PROBLEM REQUIREMENTS >> Number of lines with the string "Cônsul" in the entries below: report it, and nothing besides.

--- AVAILABLE RECORDS Enclosed Below ---

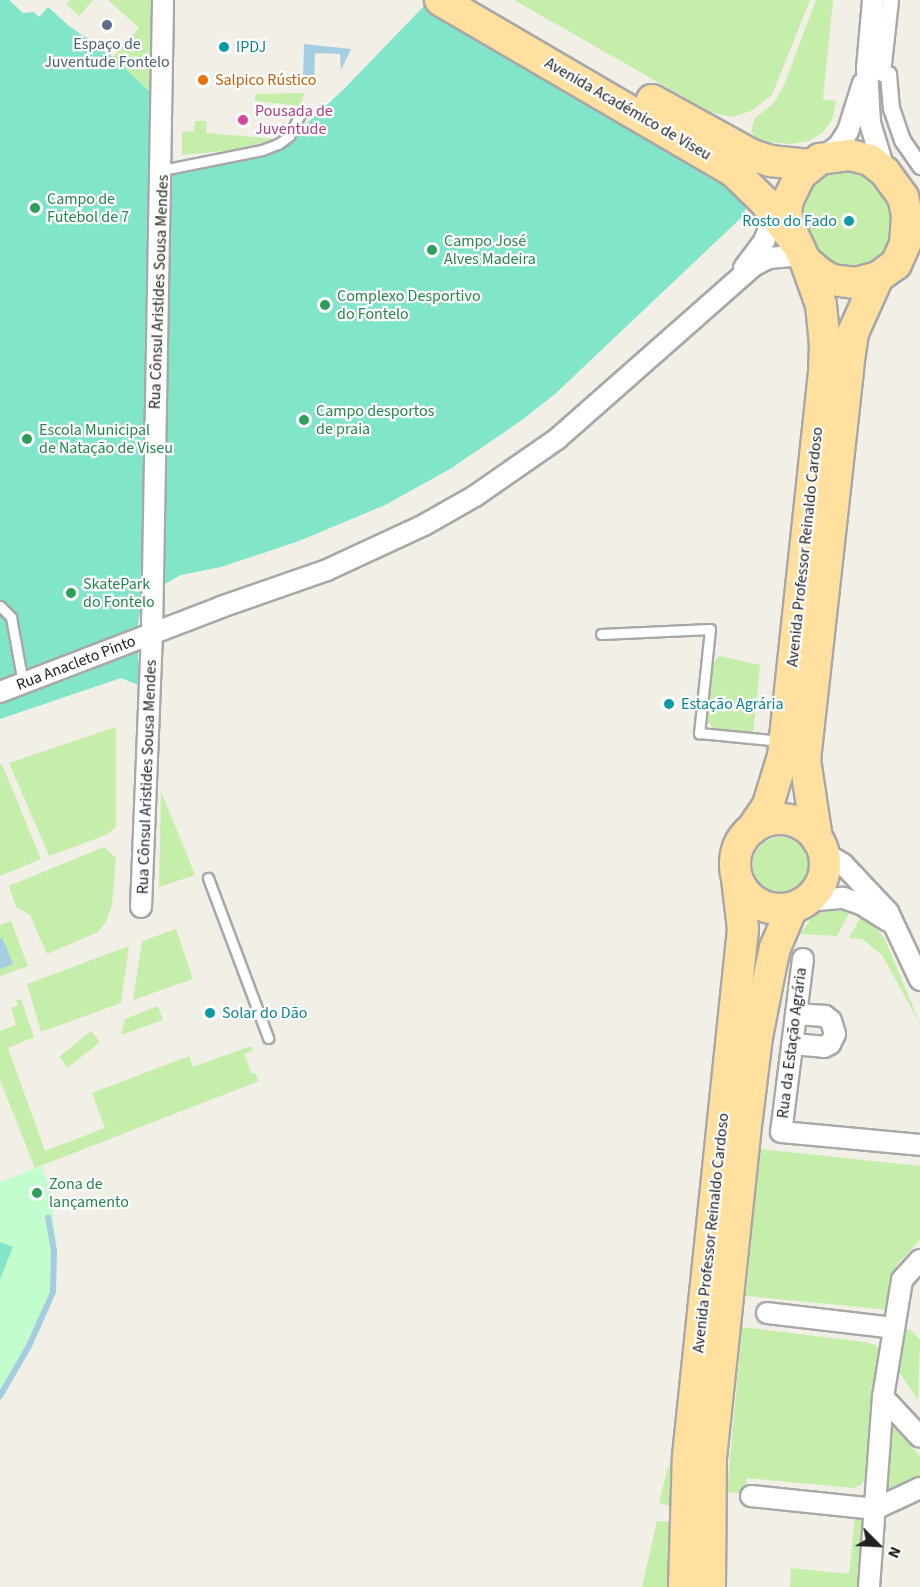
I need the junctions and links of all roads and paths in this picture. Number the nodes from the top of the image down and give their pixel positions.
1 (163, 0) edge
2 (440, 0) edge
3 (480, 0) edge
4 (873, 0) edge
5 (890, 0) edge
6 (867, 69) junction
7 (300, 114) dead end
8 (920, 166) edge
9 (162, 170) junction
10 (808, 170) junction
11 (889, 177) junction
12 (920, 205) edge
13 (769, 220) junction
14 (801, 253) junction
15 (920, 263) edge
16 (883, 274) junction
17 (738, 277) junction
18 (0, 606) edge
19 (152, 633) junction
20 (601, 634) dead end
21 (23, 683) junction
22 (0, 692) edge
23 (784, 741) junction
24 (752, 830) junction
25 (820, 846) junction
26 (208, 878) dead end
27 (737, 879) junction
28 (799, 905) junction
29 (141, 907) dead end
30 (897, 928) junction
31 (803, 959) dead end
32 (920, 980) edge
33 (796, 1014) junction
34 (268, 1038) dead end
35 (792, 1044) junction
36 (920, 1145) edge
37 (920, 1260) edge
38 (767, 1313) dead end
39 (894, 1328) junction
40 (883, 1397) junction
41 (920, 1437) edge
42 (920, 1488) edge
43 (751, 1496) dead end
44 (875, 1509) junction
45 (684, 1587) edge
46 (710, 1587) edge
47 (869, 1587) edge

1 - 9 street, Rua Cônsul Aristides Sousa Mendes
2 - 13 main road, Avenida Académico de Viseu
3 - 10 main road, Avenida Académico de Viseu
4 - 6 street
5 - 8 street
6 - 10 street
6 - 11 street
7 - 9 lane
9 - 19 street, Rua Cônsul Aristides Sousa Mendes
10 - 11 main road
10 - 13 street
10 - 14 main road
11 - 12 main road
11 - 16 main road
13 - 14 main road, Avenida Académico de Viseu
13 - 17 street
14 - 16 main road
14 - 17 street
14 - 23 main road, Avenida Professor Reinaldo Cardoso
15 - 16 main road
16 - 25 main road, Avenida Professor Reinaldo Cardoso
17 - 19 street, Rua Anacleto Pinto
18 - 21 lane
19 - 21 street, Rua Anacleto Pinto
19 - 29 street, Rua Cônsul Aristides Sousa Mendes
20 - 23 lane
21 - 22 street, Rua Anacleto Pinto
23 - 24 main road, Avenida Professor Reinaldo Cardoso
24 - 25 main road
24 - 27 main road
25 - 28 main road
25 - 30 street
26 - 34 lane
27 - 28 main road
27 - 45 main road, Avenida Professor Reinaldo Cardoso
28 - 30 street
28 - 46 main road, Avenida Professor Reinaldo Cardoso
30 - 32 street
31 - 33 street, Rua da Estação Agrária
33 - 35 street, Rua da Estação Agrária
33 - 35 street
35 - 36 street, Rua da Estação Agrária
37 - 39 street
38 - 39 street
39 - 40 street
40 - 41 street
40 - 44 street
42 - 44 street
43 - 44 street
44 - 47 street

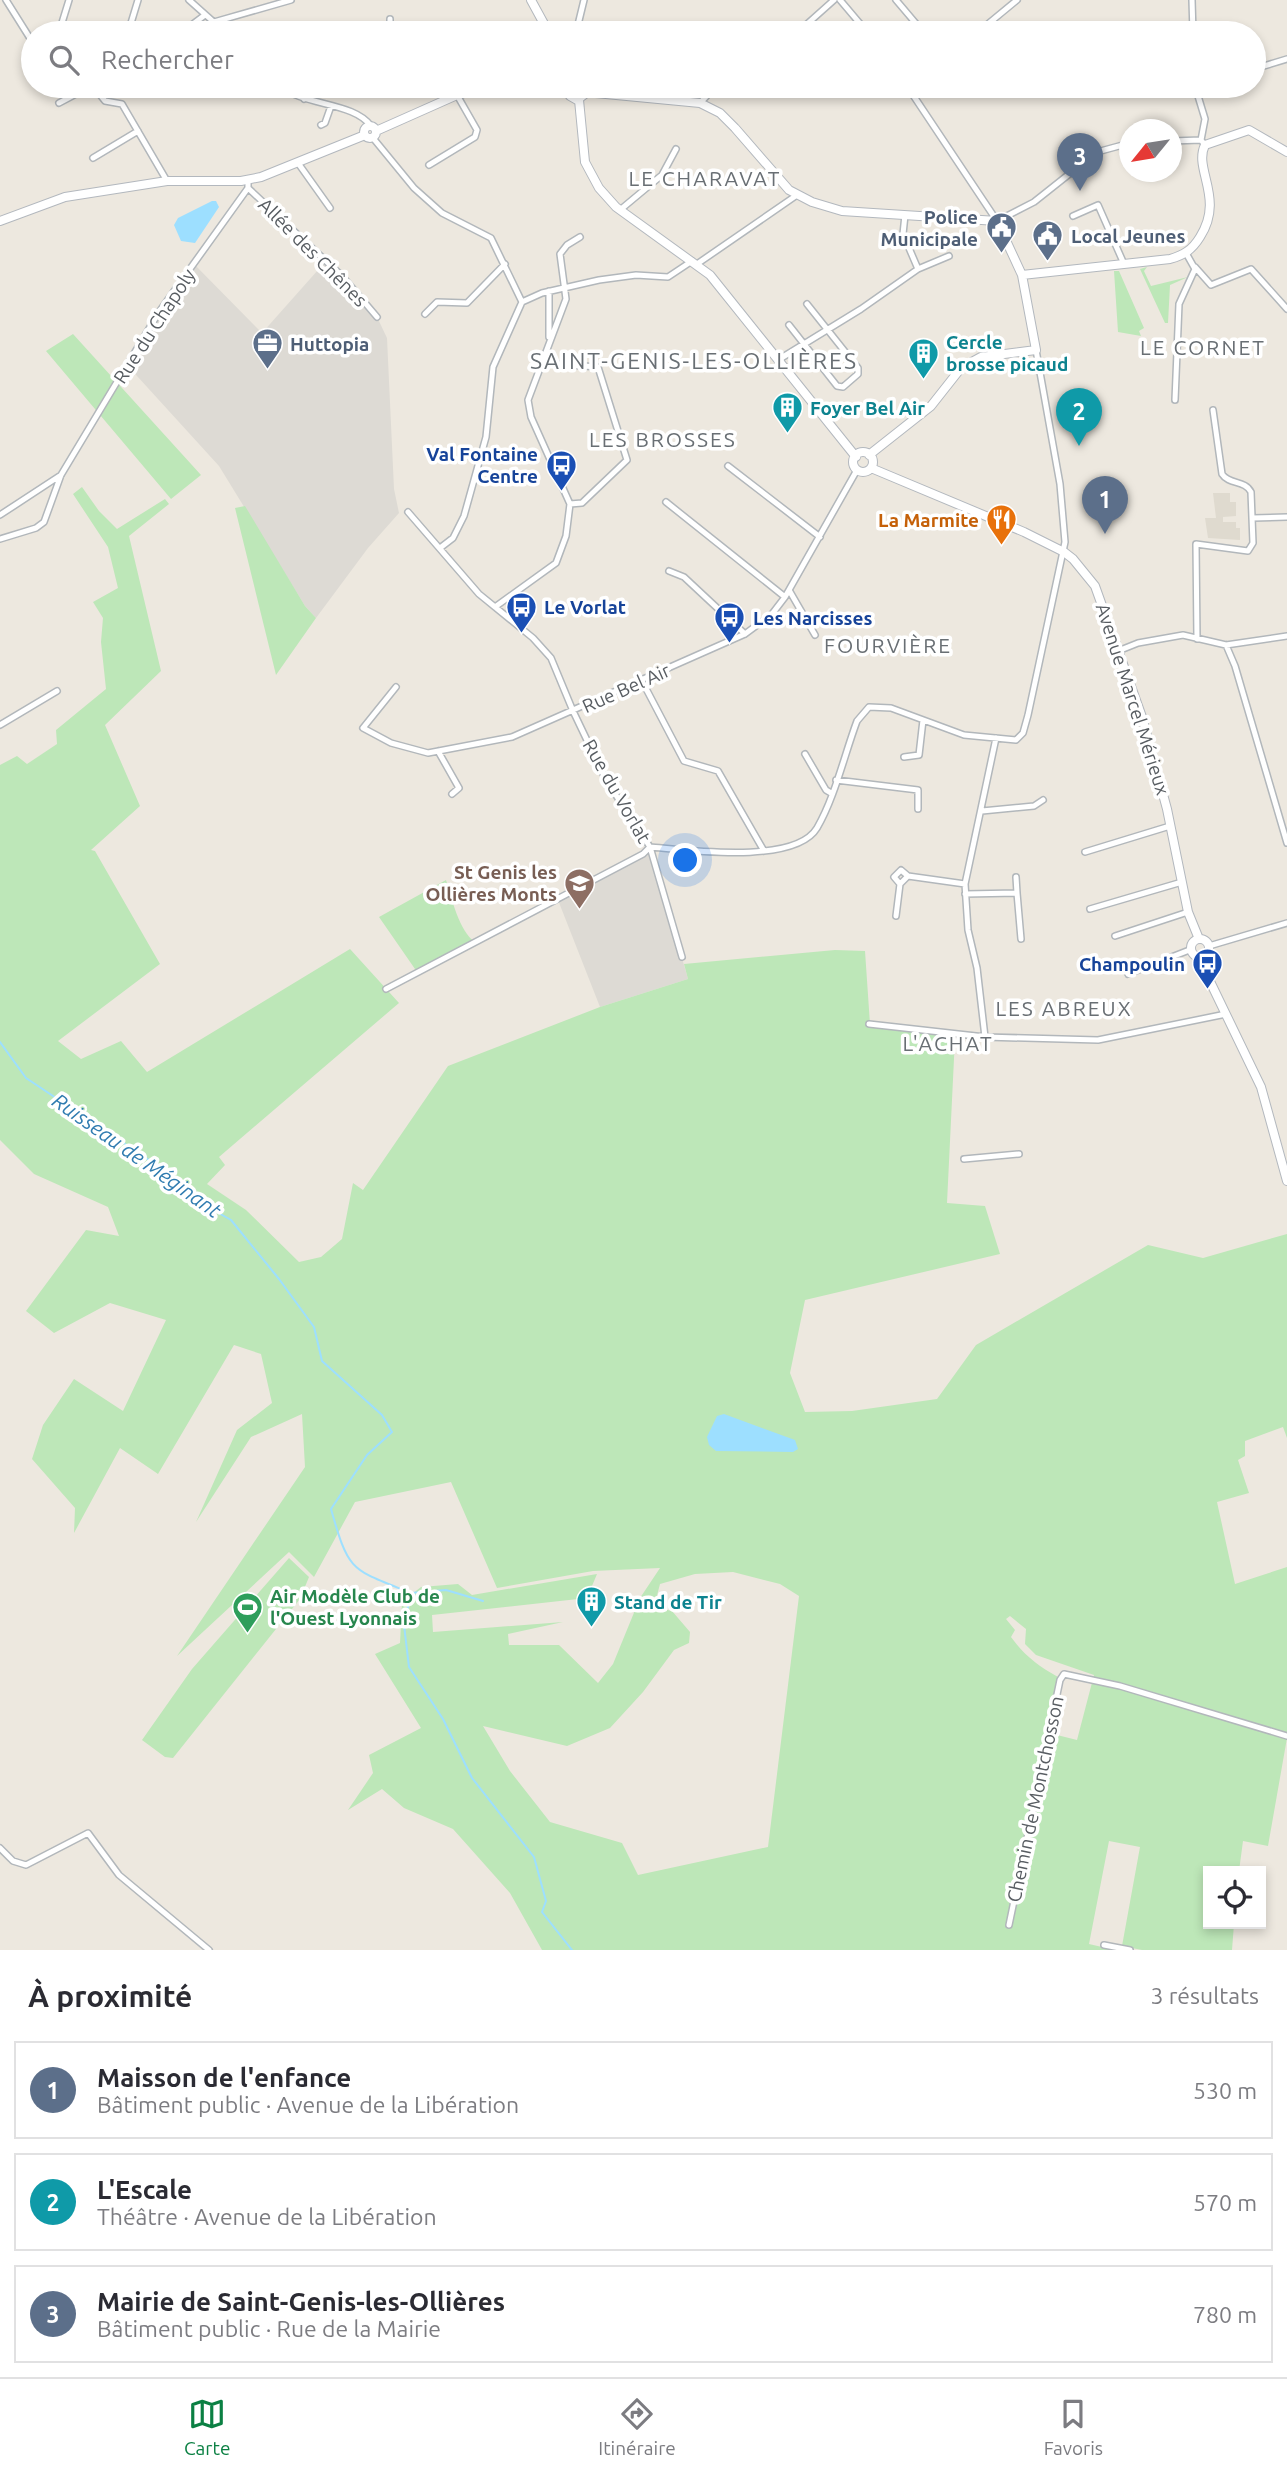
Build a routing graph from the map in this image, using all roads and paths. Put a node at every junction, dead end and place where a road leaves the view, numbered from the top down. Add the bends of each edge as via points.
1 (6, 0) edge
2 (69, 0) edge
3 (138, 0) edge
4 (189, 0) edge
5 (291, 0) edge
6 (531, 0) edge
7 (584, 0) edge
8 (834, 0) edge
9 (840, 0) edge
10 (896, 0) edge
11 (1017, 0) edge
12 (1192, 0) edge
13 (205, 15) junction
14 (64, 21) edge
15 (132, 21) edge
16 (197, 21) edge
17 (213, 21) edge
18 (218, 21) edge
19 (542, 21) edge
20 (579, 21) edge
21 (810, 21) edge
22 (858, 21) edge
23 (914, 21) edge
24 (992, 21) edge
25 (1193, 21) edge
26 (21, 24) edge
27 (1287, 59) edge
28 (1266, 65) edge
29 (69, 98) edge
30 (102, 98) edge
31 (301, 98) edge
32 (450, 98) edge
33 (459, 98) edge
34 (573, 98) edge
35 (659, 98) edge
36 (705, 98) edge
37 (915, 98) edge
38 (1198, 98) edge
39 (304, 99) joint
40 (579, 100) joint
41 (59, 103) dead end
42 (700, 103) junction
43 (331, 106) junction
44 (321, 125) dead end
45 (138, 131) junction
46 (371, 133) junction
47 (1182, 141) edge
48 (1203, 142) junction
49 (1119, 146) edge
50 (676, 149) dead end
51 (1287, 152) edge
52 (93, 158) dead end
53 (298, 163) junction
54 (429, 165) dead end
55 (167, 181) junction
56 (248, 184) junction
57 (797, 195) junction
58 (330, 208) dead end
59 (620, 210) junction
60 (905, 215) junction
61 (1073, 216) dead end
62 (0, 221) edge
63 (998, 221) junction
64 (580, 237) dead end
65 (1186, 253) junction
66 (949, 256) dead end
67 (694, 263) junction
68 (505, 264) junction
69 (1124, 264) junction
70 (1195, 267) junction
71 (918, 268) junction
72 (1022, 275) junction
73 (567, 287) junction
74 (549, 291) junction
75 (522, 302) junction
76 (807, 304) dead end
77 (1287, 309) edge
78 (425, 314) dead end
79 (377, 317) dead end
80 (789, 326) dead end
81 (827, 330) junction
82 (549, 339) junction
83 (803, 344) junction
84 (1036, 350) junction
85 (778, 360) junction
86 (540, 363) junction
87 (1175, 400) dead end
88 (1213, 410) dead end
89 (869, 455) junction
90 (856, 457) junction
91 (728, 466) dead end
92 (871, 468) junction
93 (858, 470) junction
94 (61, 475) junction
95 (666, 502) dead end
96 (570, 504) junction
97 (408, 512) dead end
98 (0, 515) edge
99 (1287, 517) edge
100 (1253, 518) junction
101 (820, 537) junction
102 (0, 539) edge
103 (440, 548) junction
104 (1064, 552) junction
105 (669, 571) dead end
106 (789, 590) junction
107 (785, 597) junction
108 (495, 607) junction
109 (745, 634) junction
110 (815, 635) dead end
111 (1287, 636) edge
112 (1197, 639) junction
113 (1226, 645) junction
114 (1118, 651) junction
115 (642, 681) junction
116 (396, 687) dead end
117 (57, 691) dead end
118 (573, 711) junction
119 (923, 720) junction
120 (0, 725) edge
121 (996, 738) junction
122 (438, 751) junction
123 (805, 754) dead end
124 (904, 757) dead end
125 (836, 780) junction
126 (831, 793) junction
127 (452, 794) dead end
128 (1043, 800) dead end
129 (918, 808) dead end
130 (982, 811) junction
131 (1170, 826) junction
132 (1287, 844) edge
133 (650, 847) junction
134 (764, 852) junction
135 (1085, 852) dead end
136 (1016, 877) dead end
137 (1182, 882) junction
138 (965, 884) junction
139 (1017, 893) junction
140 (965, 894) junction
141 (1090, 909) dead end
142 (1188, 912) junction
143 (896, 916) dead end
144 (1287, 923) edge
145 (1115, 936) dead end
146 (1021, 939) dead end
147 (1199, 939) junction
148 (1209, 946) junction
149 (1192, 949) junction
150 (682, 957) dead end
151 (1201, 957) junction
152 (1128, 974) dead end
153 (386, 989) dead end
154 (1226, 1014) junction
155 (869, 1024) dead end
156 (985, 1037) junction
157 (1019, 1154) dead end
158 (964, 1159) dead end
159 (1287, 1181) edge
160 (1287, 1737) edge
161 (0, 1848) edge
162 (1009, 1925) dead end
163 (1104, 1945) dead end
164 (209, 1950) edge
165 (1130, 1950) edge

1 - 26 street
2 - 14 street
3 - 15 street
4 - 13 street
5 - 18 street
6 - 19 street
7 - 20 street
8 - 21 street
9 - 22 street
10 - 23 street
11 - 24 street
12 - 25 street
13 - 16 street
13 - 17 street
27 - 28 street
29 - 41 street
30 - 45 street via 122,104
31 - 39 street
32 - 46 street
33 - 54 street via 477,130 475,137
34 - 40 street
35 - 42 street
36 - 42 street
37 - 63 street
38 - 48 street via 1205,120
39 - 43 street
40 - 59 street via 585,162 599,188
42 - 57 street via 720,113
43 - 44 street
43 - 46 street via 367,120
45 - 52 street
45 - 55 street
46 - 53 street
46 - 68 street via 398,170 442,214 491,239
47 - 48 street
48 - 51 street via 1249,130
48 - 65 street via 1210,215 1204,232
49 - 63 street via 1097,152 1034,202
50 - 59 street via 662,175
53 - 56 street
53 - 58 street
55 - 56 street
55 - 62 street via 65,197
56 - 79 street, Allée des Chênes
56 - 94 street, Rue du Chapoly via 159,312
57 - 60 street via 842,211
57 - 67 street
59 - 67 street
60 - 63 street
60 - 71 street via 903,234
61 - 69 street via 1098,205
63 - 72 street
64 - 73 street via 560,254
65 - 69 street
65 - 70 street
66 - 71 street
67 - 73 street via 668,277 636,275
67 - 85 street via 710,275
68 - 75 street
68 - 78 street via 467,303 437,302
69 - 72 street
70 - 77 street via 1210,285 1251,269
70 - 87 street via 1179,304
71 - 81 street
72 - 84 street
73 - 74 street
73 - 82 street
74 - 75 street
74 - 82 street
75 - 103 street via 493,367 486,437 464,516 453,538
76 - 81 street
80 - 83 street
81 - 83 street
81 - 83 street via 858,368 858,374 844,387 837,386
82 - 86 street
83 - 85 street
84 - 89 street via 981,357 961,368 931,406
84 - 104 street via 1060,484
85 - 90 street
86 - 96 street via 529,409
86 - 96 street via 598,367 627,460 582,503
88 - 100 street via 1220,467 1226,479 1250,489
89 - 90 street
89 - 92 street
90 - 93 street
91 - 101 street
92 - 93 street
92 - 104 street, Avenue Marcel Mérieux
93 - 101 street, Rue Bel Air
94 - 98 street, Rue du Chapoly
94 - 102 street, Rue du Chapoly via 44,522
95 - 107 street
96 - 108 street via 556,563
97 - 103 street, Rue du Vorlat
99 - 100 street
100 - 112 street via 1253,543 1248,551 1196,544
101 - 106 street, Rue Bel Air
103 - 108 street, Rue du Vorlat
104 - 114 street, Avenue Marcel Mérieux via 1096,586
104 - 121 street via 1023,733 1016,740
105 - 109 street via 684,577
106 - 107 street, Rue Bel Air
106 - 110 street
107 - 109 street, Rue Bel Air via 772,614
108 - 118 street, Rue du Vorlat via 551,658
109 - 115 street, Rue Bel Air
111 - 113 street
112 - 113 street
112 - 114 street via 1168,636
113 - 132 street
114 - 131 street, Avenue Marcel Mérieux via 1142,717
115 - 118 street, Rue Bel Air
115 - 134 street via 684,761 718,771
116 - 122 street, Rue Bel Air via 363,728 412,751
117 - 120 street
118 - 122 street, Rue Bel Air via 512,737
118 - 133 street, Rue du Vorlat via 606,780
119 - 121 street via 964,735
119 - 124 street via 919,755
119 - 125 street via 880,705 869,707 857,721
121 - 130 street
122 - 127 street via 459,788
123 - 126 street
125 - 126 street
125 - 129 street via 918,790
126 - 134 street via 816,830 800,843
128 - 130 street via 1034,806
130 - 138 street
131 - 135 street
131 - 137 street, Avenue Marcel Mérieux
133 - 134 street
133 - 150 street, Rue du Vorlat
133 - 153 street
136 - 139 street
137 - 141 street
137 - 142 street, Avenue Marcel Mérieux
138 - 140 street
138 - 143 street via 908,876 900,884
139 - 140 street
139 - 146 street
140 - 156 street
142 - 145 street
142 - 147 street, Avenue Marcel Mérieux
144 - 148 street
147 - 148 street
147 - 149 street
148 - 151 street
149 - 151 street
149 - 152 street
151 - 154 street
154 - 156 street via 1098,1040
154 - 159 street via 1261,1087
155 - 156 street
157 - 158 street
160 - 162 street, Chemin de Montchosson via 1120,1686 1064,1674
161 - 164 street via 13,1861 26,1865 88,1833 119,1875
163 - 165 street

--- End of Enclosed AVAILABLE RECORDS ---

OUTPUT OF THE EXERCISE >> 3